R32 head will not fit on a 3.6 bottom end.....completely different water/oil ways etc to fit the FSI injectors in


----------



## RipCity Euros (Sep 23, 2007)

*Re: (Slapbladder)*

Maybe a 3.2L FSI (10.6* VR6) head on the 3.6L block (also 10.6) Or just an R motor punched to 3.6?


----------



## Slapbladder (Feb 1, 2006)

*Re: (RipCity Euros)*

that would be pointless....the 3.6 head has much bigger ports....


----------



## RipCity Euros (Sep 23, 2007)

*Re: (Slapbladder)*

Do i know exactly what he did? No, but the fact of the matter is that he is running a 3.2L head. Unless he swapped out a 3.2L valve cover for the 3.6 one.


----------



## VR6-GT42RS (Jun 4, 2008)

*Re: (RipCity Euros)*

you can not swap the old valve cover on the new head.. on youtube you can see the parts and the head is a old r32 head.. new r32 and r36 head is the same,also the cover.. and the old r32 can not be overbored to 89mm..if it is a r36 bottom and a old r32head there is a lot of work to block of a lot of oil lines ect..


----------



## DannyLo (Aug 2, 2006)

*Re: (VR6-GT42RS)*

wait...the 3.2and 3.6 heads are the same?

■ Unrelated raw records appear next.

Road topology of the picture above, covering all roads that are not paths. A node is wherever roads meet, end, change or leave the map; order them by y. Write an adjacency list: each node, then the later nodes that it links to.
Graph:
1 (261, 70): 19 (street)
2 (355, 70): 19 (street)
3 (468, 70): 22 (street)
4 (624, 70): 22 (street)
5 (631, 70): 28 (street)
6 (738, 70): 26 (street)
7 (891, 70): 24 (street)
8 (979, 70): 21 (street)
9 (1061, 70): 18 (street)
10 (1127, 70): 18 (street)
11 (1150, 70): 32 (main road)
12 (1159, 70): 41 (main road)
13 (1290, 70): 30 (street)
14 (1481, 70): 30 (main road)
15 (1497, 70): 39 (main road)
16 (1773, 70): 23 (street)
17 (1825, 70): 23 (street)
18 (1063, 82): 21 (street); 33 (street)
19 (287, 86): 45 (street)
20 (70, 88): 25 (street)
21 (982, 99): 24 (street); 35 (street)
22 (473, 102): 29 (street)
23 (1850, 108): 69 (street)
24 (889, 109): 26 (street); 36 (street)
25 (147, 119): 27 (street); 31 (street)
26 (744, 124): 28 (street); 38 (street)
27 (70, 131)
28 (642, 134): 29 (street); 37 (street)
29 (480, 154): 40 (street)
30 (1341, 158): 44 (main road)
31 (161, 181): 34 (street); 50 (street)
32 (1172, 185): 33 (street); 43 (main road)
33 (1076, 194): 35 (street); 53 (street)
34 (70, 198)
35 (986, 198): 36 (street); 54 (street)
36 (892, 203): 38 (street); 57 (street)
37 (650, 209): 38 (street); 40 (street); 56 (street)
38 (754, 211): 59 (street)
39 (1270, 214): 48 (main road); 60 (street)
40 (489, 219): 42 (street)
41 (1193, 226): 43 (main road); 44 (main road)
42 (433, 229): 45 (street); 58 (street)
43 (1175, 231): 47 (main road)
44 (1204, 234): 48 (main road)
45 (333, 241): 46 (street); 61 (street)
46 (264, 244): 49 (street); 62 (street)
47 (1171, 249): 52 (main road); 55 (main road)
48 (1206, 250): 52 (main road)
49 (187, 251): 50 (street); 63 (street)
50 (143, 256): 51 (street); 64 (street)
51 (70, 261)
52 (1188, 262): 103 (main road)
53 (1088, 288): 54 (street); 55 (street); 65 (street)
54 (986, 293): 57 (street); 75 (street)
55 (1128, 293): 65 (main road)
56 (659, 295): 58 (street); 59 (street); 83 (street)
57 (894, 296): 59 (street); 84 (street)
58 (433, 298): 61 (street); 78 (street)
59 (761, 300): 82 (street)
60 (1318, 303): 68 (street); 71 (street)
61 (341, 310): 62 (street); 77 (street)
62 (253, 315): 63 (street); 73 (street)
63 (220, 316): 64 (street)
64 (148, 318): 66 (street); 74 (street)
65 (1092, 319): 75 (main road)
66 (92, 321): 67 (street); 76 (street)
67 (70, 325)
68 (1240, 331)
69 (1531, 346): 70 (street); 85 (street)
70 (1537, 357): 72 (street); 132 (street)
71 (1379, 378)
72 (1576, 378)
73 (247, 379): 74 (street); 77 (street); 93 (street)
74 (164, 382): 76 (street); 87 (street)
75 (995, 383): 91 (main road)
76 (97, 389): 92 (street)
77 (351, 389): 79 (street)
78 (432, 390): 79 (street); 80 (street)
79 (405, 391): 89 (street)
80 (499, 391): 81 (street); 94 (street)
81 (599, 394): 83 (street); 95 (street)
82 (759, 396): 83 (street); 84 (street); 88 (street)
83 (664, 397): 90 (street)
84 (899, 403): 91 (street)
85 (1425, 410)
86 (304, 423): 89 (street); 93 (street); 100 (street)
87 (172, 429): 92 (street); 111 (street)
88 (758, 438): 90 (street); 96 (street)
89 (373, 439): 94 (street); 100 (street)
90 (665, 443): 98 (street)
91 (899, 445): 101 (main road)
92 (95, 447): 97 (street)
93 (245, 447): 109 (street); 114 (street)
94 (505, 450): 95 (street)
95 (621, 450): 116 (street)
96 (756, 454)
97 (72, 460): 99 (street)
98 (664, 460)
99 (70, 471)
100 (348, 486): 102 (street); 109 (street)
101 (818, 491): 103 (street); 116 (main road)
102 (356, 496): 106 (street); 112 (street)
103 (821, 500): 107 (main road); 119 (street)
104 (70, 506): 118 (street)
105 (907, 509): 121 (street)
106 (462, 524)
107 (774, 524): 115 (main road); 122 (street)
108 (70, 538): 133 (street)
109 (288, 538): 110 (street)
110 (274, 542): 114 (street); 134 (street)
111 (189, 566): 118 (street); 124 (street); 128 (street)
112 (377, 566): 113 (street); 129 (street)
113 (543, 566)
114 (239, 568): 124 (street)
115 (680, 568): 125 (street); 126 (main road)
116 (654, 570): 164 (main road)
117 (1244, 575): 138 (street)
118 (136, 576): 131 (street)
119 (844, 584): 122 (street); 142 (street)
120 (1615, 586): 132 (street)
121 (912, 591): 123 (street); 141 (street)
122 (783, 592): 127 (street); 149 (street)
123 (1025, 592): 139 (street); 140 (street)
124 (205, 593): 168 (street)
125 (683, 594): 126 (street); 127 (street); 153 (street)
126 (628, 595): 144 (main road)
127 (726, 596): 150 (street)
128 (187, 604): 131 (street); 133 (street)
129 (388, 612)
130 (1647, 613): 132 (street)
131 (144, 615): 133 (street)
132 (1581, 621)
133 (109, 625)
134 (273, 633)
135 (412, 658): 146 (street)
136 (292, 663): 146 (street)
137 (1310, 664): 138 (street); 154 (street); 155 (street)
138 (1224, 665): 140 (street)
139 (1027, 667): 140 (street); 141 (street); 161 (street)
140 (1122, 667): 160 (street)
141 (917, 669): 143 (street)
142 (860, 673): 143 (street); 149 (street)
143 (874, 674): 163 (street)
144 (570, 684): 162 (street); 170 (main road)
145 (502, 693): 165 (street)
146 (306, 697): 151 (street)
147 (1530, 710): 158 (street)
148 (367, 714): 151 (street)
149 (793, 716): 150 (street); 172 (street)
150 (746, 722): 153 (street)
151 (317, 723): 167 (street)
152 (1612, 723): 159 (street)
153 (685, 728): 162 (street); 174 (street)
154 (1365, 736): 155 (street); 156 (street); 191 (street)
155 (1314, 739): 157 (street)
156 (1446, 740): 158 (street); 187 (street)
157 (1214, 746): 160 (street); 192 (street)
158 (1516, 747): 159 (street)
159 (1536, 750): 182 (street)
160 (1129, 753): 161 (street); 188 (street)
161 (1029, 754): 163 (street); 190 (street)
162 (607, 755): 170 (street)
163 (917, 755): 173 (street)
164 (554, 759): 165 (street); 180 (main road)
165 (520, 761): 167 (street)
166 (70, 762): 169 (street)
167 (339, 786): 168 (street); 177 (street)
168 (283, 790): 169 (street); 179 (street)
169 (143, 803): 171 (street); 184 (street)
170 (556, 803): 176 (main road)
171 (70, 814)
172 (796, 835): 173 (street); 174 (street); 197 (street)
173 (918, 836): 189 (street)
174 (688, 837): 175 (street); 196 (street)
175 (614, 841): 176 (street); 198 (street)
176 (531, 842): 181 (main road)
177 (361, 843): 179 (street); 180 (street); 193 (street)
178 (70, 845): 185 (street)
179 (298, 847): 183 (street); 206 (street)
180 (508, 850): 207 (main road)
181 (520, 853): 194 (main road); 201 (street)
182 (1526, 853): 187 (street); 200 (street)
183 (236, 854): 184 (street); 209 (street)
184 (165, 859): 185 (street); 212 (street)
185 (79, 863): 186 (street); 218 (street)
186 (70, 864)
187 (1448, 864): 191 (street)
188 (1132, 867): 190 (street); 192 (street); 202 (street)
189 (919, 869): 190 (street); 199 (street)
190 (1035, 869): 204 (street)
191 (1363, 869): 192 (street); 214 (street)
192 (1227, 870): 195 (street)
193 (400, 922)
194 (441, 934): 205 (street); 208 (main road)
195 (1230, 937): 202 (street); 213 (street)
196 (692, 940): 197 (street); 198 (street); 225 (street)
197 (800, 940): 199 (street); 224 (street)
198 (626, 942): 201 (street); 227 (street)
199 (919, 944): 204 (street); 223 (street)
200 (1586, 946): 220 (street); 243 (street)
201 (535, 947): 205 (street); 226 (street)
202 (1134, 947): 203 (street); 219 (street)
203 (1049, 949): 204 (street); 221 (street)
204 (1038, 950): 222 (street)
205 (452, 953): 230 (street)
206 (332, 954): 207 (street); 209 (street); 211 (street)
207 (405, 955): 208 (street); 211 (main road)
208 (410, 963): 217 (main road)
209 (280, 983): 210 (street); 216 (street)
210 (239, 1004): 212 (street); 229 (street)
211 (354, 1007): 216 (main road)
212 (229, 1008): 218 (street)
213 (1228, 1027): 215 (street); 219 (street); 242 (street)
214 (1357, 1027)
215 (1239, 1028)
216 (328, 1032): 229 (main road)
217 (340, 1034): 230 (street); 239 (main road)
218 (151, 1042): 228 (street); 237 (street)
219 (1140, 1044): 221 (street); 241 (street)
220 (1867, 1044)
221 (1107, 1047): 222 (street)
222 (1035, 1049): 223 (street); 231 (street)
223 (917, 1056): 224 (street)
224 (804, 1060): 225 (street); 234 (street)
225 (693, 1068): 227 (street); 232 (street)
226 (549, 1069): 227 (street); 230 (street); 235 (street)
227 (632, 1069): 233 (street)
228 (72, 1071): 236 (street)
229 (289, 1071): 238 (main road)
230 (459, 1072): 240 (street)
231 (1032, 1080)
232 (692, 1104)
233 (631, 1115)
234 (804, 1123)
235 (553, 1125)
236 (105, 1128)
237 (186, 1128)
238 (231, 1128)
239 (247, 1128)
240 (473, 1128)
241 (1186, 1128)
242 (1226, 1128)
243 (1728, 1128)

i remember the ports on the 3.6 being gargantuan


----------



## VR6-GT42RS (Jun 4, 2008)

*Re: (L.I. Dan)*

only on the new 3,6-3,2 both fsi 10,6* i dont know if it is only in the european models we have that type r32,but the head on the mk1 is the old r32 non fsi head.


----------



## RipCity Euros (Sep 23, 2007)

*Re: (VR6-GT42RS)*


_Quote, originally posted by *VR6-GT42RS* »_only on the new 3,6-3,2 both fsi 10,6* i dont know if it is only in the european models we have that type r32,but the head on the mk1 is the old r32 non fsi head.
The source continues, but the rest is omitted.